The result should be an exact copy of the entries that follow, with no pictures included.

'''

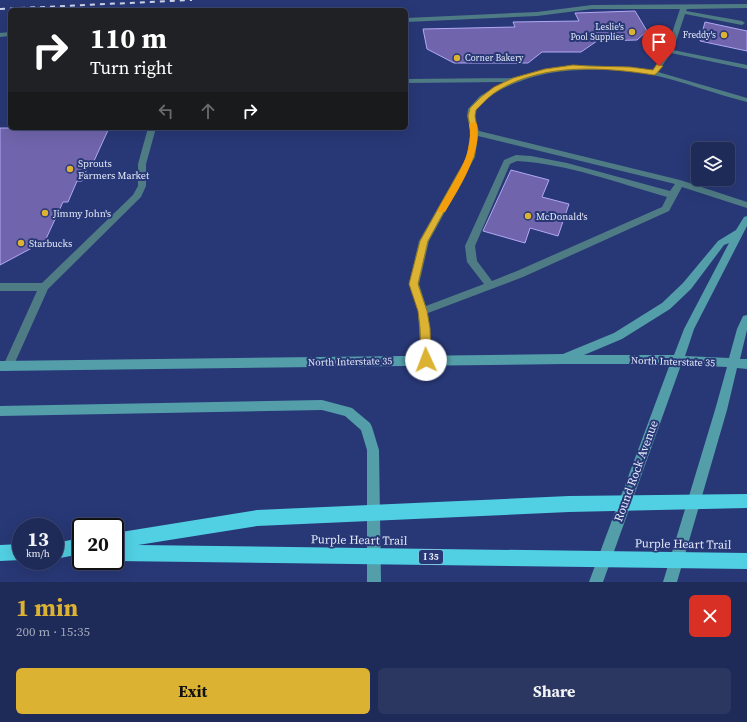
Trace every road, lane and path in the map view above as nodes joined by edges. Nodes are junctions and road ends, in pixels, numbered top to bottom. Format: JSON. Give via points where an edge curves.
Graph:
{"nodes":[{"id":1,"x":747,"y":6,"type":"edge"},
{"id":2,"x":683,"y":9,"type":"junction"},
{"id":3,"x":408,"y":20,"type":"edge"},
{"id":4,"x":742,"y":23,"type":"dead end"},
{"id":5,"x":669,"y":51,"type":"junction"},
{"id":6,"x":747,"y":67,"type":"edge"},
{"id":7,"x":654,"y":73,"type":"junction"},
{"id":8,"x":515,"y":80,"type":"junction"},
{"id":9,"x":408,"y":81,"type":"edge"},
{"id":10,"x":747,"y":100,"type":"edge"},
{"id":11,"x":151,"y":130,"type":"edge"},
{"id":12,"x":475,"y":133,"type":"junction"},
{"id":13,"x":680,"y":183,"type":"junction"},
{"id":14,"x":672,"y":196,"type":"junction"},
{"id":15,"x":747,"y":205,"type":"edge"},
{"id":16,"x":747,"y":219,"type":"edge"},
{"id":17,"x":738,"y":232,"type":"junction"},
{"id":18,"x":490,"y":285,"type":"junction"},
{"id":19,"x":0,"y":287,"type":"edge"},
{"id":20,"x":44,"y":287,"type":"junction"},
{"id":21,"x":423,"y":311,"type":"junction"},
{"id":22,"x":747,"y":319,"type":"edge"},
{"id":23,"x":564,"y":359,"type":"junction"},
{"id":24,"x":426,"y":360,"type":"junction"},
{"id":25,"x":678,"y":360,"type":"junction"},
{"id":26,"x":734,"y":364,"type":"junction"},
{"id":27,"x":747,"y":364,"type":"edge"},
{"id":28,"x":4,"y":366,"type":"edge"},
{"id":29,"x":0,"y":412,"type":"edge"},
{"id":30,"x":747,"y":501,"type":"edge"},
{"id":31,"x":124,"y":540,"type":"edge"},
{"id":32,"x":12,"y":552,"type":"edge"},
{"id":33,"x":0,"y":553,"type":"edge"},
{"id":34,"x":124,"y":553,"type":"edge"},
{"id":35,"x":747,"y":561,"type":"edge"},
{"id":36,"x":374,"y":582,"type":"edge"},
{"id":37,"x":596,"y":582,"type":"edge"},
{"id":38,"x":670,"y":582,"type":"edge"}],
"edges":[{"from":1,"to":2,"type":"lane"},
{"from":2,"to":3,"type":"lane","via":[[592,7],[537,14]]},
{"from":2,"to":4,"type":"lane"},
{"from":2,"to":5,"type":"lane"},
{"from":5,"to":6,"type":"lane"},
{"from":5,"to":7,"type":"lane"},
{"from":7,"to":8,"type":"lane","via":[[630,69],[573,67],[545,71]]},
{"from":7,"to":10,"type":"lane"},
{"from":8,"to":9,"type":"lane"},
{"from":8,"to":12,"type":"lane","via":[[496,88],[472,110]]},
{"from":11,"to":20,"type":"lane","via":[[142,164],[142,186],[137,197]]},
{"from":12,"to":13,"type":"lane"},
{"from":12,"to":21,"type":"lane","via":[[470,157],[424,241],[414,284]]},
{"from":13,"to":14,"type":"lane"},
{"from":13,"to":15,"type":"lane"},
{"from":14,"to":18,"type":"lane","via":[[666,209]]},
{"from":14,"to":18,"type":"lane","via":[[538,160],[516,158],[507,162],[470,246],[472,262]]},
{"from":16,"to":17,"type":"main road"},
{"from":17,"to":23,"type":"main road","via":[[721,243],[687,286],[666,306],[618,336]]},
{"from":17,"to":25,"type":"main road","name":"Round Rock Avenue","via":[[689,330]]},
{"from":18,"to":21,"type":"lane"},
{"from":19,"to":20,"type":"lane"},
{"from":20,"to":28,"type":"lane"},
{"from":21,"to":24,"type":"lane"},
{"from":22,"to":26,"type":"main road","via":[[742,329]]},
{"from":23,"to":24,"type":"main road","name":"North Interstate 35"},
{"from":23,"to":25,"type":"main road","name":"North Interstate 35"},
{"from":24,"to":28,"type":"main road","name":"North Interstate 35"},
{"from":25,"to":26,"type":"main road","name":"North Interstate 35"},
{"from":25,"to":37,"type":"main road","name":"Round Rock Avenue"},
{"from":26,"to":27,"type":"main road","name":"North Interstate 35"},
{"from":26,"to":38,"type":"main road"},
{"from":29,"to":36,"type":"main road","via":[[322,405],[348,412],[366,427],[373,450]]},
{"from":30,"to":31,"type":"highway","via":[[569,504],[257,518]]},
{"from":32,"to":33,"type":"highway"},
{"from":34,"to":35,"type":"highway","name":"Purple Heart Trail","number":"I 35"}]}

'''

### [ANSWER SECTION]
Trace every road, lane and path in the map view above as nodes joined by edges. Nodes are junctions and road ends, in pixels, numbered top to bottom. Format: JSON. Give via points where an edge curves.
Graph:
{"nodes":[{"id":1,"x":747,"y":6,"type":"edge"},
{"id":2,"x":683,"y":9,"type":"junction"},
{"id":3,"x":408,"y":20,"type":"edge"},
{"id":4,"x":742,"y":23,"type":"dead end"},
{"id":5,"x":669,"y":51,"type":"junction"},
{"id":6,"x":747,"y":67,"type":"edge"},
{"id":7,"x":654,"y":73,"type":"junction"},
{"id":8,"x":515,"y":80,"type":"junction"},
{"id":9,"x":408,"y":81,"type":"edge"},
{"id":10,"x":747,"y":100,"type":"edge"},
{"id":11,"x":151,"y":130,"type":"edge"},
{"id":12,"x":475,"y":133,"type":"junction"},
{"id":13,"x":680,"y":183,"type":"junction"},
{"id":14,"x":672,"y":196,"type":"junction"},
{"id":15,"x":747,"y":205,"type":"edge"},
{"id":16,"x":747,"y":219,"type":"edge"},
{"id":17,"x":738,"y":232,"type":"junction"},
{"id":18,"x":490,"y":285,"type":"junction"},
{"id":19,"x":0,"y":287,"type":"edge"},
{"id":20,"x":44,"y":287,"type":"junction"},
{"id":21,"x":423,"y":311,"type":"junction"},
{"id":22,"x":747,"y":319,"type":"edge"},
{"id":23,"x":564,"y":359,"type":"junction"},
{"id":24,"x":426,"y":360,"type":"junction"},
{"id":25,"x":678,"y":360,"type":"junction"},
{"id":26,"x":734,"y":364,"type":"junction"},
{"id":27,"x":747,"y":364,"type":"edge"},
{"id":28,"x":4,"y":366,"type":"edge"},
{"id":29,"x":0,"y":412,"type":"edge"},
{"id":30,"x":747,"y":501,"type":"edge"},
{"id":31,"x":124,"y":540,"type":"edge"},
{"id":32,"x":12,"y":552,"type":"edge"},
{"id":33,"x":0,"y":553,"type":"edge"},
{"id":34,"x":124,"y":553,"type":"edge"},
{"id":35,"x":747,"y":561,"type":"edge"},
{"id":36,"x":374,"y":582,"type":"edge"},
{"id":37,"x":596,"y":582,"type":"edge"},
{"id":38,"x":670,"y":582,"type":"edge"}],
"edges":[{"from":1,"to":2,"type":"lane"},
{"from":2,"to":3,"type":"lane","via":[[592,7],[537,14]]},
{"from":2,"to":4,"type":"lane"},
{"from":2,"to":5,"type":"lane"},
{"from":5,"to":6,"type":"lane"},
{"from":5,"to":7,"type":"lane"},
{"from":7,"to":8,"type":"lane","via":[[630,69],[573,67],[545,71]]},
{"from":7,"to":10,"type":"lane"},
{"from":8,"to":9,"type":"lane"},
{"from":8,"to":12,"type":"lane","via":[[496,88],[472,110]]},
{"from":11,"to":20,"type":"lane","via":[[142,164],[142,186],[137,197]]},
{"from":12,"to":13,"type":"lane"},
{"from":12,"to":21,"type":"lane","via":[[470,157],[424,241],[414,284]]},
{"from":13,"to":14,"type":"lane"},
{"from":13,"to":15,"type":"lane"},
{"from":14,"to":18,"type":"lane","via":[[666,209]]},
{"from":14,"to":18,"type":"lane","via":[[538,160],[516,158],[507,162],[470,246],[472,262]]},
{"from":16,"to":17,"type":"main road"},
{"from":17,"to":23,"type":"main road","via":[[721,243],[687,286],[666,306],[618,336]]},
{"from":17,"to":25,"type":"main road","name":"Round Rock Avenue","via":[[689,330]]},
{"from":18,"to":21,"type":"lane"},
{"from":19,"to":20,"type":"lane"},
{"from":20,"to":28,"type":"lane"},
{"from":21,"to":24,"type":"lane"},
{"from":22,"to":26,"type":"main road","via":[[742,329]]},
{"from":23,"to":24,"type":"main road","name":"North Interstate 35"},
{"from":23,"to":25,"type":"main road","name":"North Interstate 35"},
{"from":24,"to":28,"type":"main road","name":"North Interstate 35"},
{"from":25,"to":26,"type":"main road","name":"North Interstate 35"},
{"from":25,"to":37,"type":"main road","name":"Round Rock Avenue"},
{"from":26,"to":27,"type":"main road","name":"North Interstate 35"},
{"from":26,"to":38,"type":"main road"},
{"from":29,"to":36,"type":"main road","via":[[322,405],[348,412],[366,427],[373,450]]},
{"from":30,"to":31,"type":"highway","via":[[569,504],[257,518]]},
{"from":32,"to":33,"type":"highway"},
{"from":34,"to":35,"type":"highway","name":"Purple Heart Trail","number":"I 35"}]}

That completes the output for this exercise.